**Human pose images with coordinates:**
○ ○ ○ ○ ○
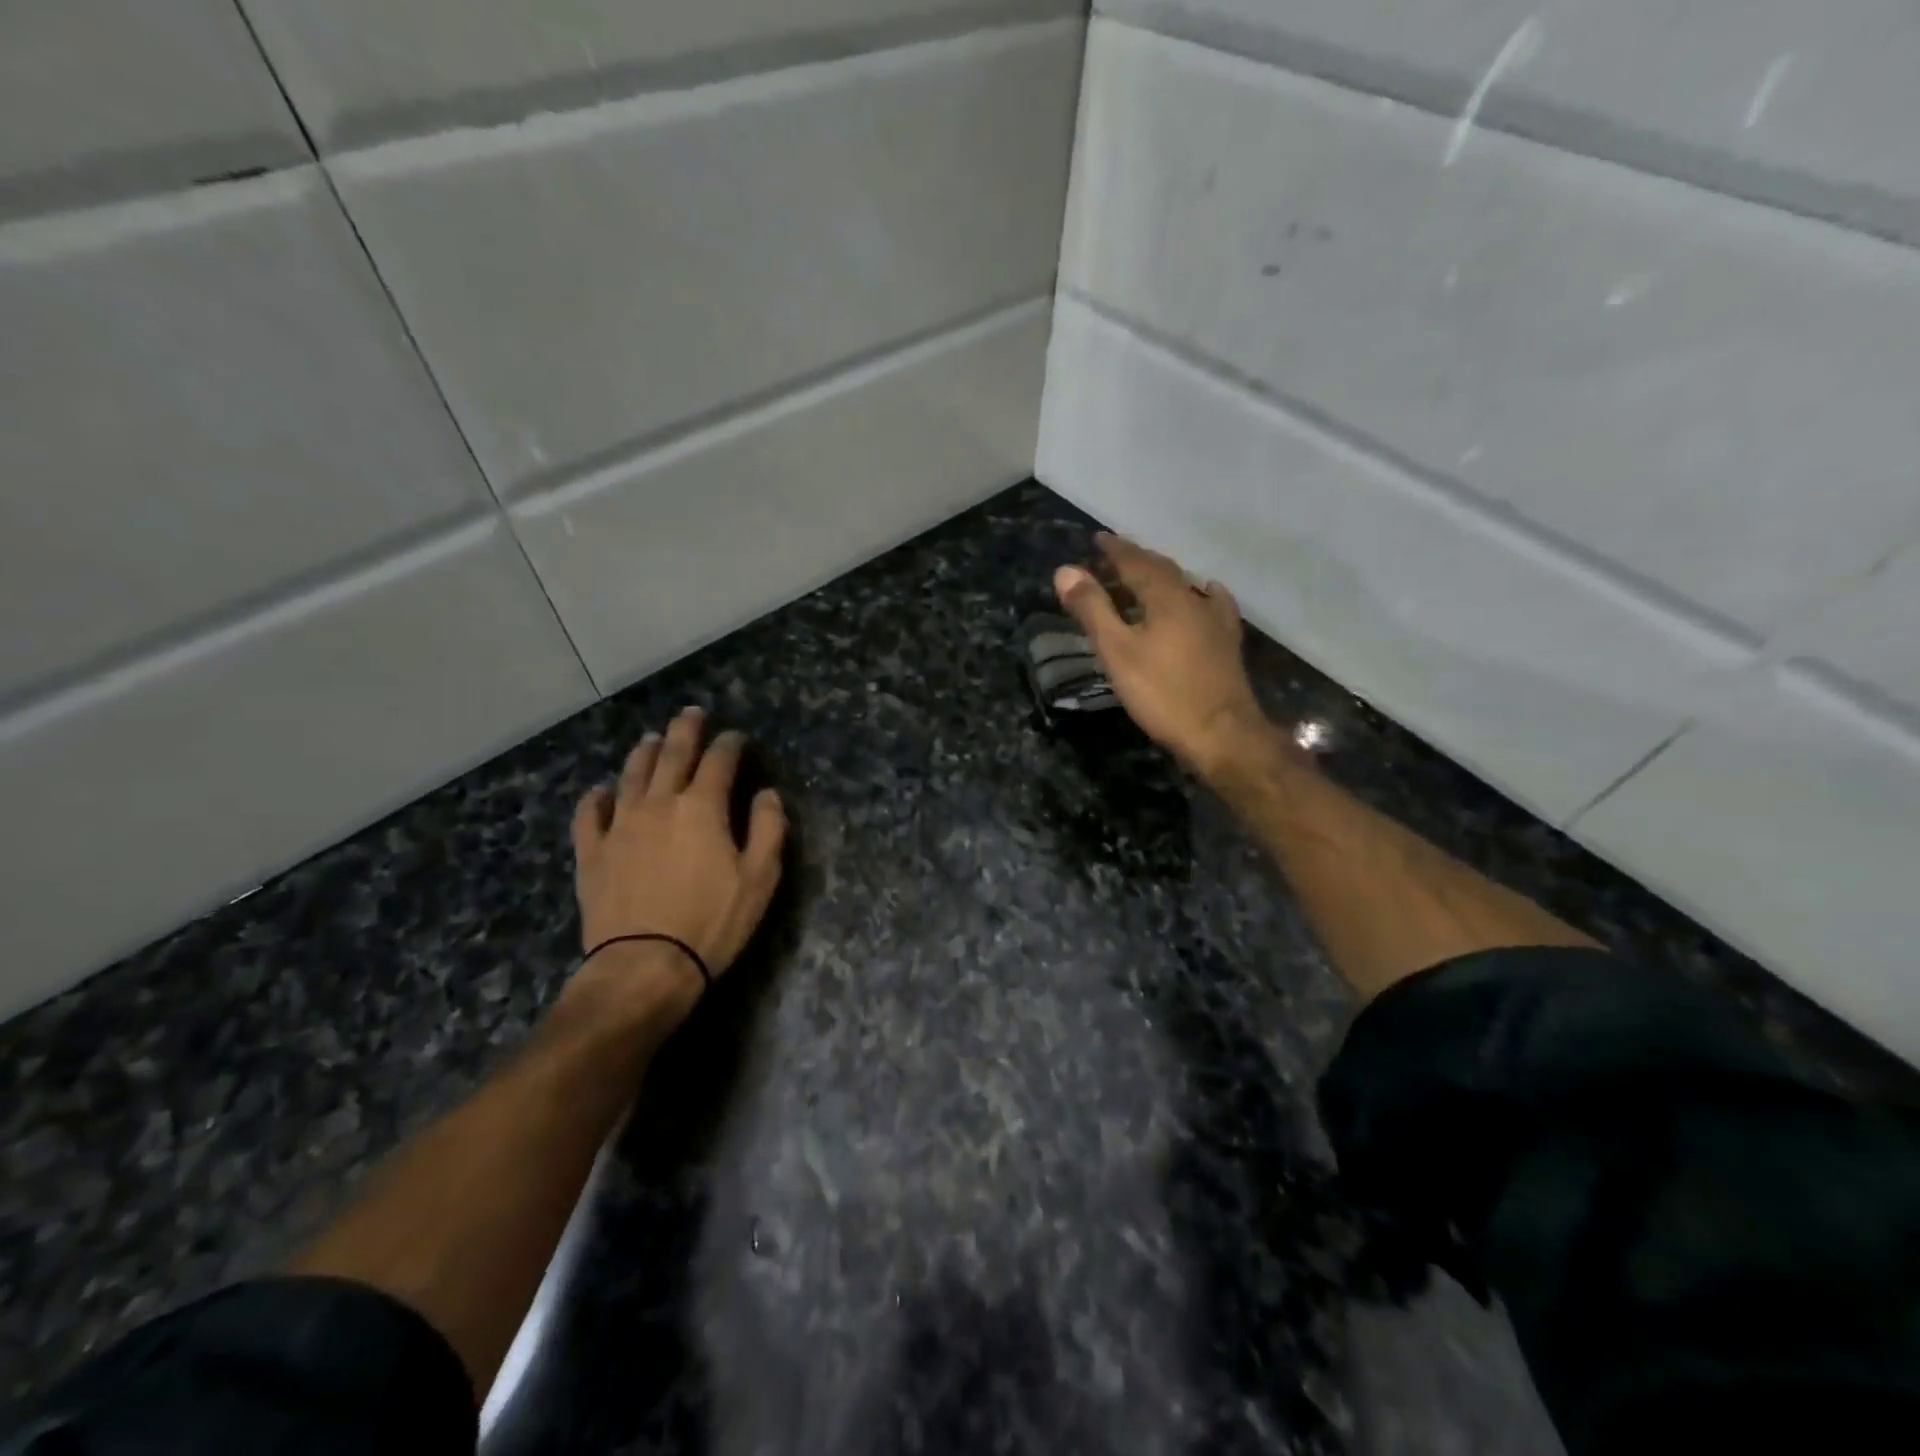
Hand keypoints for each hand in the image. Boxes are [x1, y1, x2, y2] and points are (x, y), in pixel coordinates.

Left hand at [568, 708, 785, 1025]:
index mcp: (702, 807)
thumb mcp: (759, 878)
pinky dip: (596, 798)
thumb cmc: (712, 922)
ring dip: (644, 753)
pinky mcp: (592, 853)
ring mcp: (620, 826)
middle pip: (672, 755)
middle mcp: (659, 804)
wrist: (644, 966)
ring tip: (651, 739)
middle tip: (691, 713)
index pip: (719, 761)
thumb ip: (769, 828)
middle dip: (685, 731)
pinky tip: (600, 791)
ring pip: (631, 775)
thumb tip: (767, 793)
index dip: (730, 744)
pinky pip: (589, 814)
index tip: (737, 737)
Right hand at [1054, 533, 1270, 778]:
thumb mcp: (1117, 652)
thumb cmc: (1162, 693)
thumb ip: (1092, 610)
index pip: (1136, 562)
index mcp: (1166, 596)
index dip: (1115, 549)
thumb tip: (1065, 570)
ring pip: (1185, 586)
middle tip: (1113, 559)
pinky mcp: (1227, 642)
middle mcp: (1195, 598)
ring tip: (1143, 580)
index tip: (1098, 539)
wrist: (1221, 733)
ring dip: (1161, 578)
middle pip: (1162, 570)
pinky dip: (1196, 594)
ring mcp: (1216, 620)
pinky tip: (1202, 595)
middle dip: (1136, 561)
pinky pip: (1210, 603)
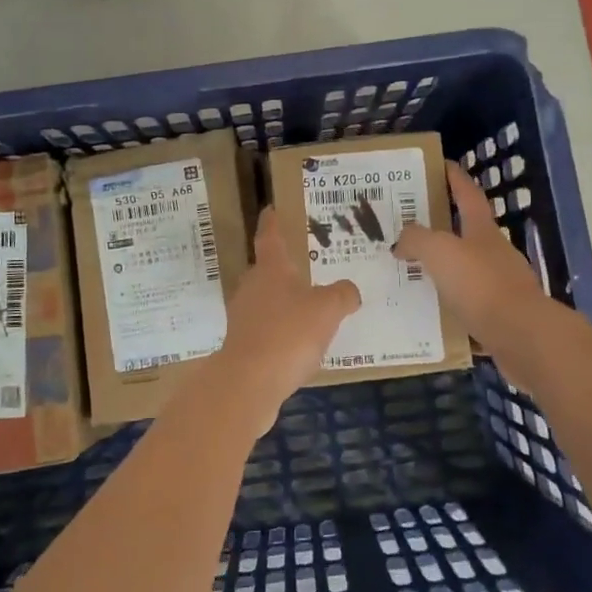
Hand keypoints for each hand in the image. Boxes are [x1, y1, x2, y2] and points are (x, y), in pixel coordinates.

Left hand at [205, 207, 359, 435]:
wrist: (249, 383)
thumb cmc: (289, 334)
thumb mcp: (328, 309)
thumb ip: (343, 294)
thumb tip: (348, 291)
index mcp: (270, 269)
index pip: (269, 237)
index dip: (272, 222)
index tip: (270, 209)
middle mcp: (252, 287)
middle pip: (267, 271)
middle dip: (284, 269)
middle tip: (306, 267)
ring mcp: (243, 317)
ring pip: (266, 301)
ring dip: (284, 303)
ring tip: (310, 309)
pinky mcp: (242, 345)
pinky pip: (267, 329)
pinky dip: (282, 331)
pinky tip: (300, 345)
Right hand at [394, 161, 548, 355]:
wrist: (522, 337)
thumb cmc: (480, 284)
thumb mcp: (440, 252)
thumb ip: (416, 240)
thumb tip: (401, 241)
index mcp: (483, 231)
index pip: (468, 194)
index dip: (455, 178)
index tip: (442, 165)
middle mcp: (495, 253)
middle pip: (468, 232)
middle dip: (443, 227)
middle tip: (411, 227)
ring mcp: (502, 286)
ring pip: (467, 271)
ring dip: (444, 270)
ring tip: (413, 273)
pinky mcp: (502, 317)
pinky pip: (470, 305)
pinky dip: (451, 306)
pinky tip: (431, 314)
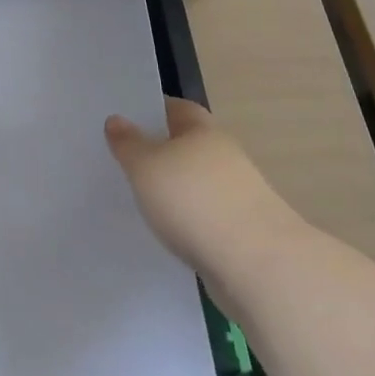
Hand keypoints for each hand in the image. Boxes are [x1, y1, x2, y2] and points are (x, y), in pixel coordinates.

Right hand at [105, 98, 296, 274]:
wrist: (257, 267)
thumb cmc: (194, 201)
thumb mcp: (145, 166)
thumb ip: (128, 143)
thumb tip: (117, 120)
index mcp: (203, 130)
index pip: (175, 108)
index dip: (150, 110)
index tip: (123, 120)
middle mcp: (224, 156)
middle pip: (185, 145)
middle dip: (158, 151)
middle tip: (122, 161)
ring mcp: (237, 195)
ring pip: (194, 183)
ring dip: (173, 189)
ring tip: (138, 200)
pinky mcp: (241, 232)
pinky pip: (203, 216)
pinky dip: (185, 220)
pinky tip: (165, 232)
○ ○ ○ ○ ○
**ABOUT THIS EXERCISE:** Would you repeat the entries exactly, but with no pictures?

**COMPLETED EXERCISE:**
Hand keypoints for each hand in the image. Boxes are [x1, y1, x2, y2] and points are (x, y), in pixel coordinates.

Left hand at [568, 708, 785, 1025]:
index mcp: (702, 807)
thumb mcp: (759, 878)
pinky dip: (596, 798)
thumb cmc: (712, 922)
ring dip: (644, 753)
pinky mcp: (592, 853)
ring mcp: (620, 826)
middle pip: (672, 755)
middle mcp: (659, 804)
wrist: (644, 966)
ring tip: (651, 739)
middle tip: (691, 713)
index pip: (719, 761)
thumb ip: (769, 828)
middle dip: (685, 731)
pinky tip: (600, 791)
ring pip: (631, 775)
thumb tip: (767, 793)
index dip: (730, 744)
pinky pip: (589, 814)
index tip: (737, 737)
Right hand at [1054, 533, 1270, 778]:
thumb mcp: (1117, 652)
thumb cmc: (1162, 693)
thumb ip: (1092, 610)
index pip: (1136, 562)
index mcp: (1166, 596)
index dip: (1115, 549)
thumb tip: (1065, 570)
ring pip: (1185, 586)
middle tip: (1113, 559)
pinky mcp: (1227, 642)
middle mcp: (1195, 598)
ring tip: (1143, 580)
index tip: (1098, 539)
wrist: (1221, 733)
ring dip: (1161, 578)
middle pip: (1162, 570)
pinky dip: (1196, 594)
ring mcp: (1216, 620)
pinky tip: (1202, 595)
middle dip: (1136, 561)
pinky pip: (1210, 603)
Hand keypoints for each hand in the image. Boxes are [x1, y1, x2, y2] and points are (x, y), in pixel coordinates.

Left hand at [205, 207, 359, 435]:
wrist: (249, 383)
thumb cmc: (289, 334)
thumb mcp: (328, 309)
thumb ip: (343, 294)
thumb tip: (348, 291)
index mcp: (270, 269)
index pip: (269, 237)
index dip: (272, 222)
index tip: (270, 209)
middle mcp: (252, 287)
middle pip: (267, 271)
middle dip: (284, 269)
middle tip: (306, 267)
ring mcp: (243, 317)
ring pip: (266, 301)
ring dip: (284, 303)
ring tip: (310, 309)
pinky mcp: (242, 345)
pinky pip: (267, 329)
pinky dip: (282, 331)
pinky tip: (300, 345)
Right hand at [394, 161, 548, 355]:
wrist: (522, 337)
thumb cmc: (480, 284)
thumb mcp: (440, 252)
thumb ip: (416, 240)
thumb tip: (401, 241)
index mcp: (483, 231)
index pip: (468, 194)
index dip: (455, 178)
index tip: (442, 165)
middle mcp: (495, 253)
middle pip: (468, 232)
middle dip: (443, 227)
middle tip: (411, 227)
ring mcp: (502, 286)
ring pip: (467, 271)
ring dip: (444, 270)
ring tip: (413, 273)
pinky mcp: (502, 317)
pinky pip: (470, 305)
pinky dip: (451, 306)
pinky tip: (431, 314)
Hand keypoints for each hand in the image. Boxes are [x1, y1, x2, y2] and points are (x, y), in pixel coordinates.

Right hand at [105, 98, 296, 274]:
wrist: (257, 267)
thumb cmc: (194, 201)
thumb mcp: (145, 166)
thumb ip: (128, 143)
thumb tip: (117, 120)
index mcp: (203, 130)
index pip: (175, 108)
index dip: (150, 110)
index tip: (123, 120)
middle mcp: (224, 156)
middle pip: (185, 145)
middle dip: (158, 151)
middle tip: (122, 161)
ring mcp: (237, 195)
ring pip: (194, 183)
ring dip: (173, 189)
ring tip: (138, 200)
pinky mcp: (241, 232)
pinky pip: (203, 216)
pinky dip: (185, 220)
pinky tip: (165, 232)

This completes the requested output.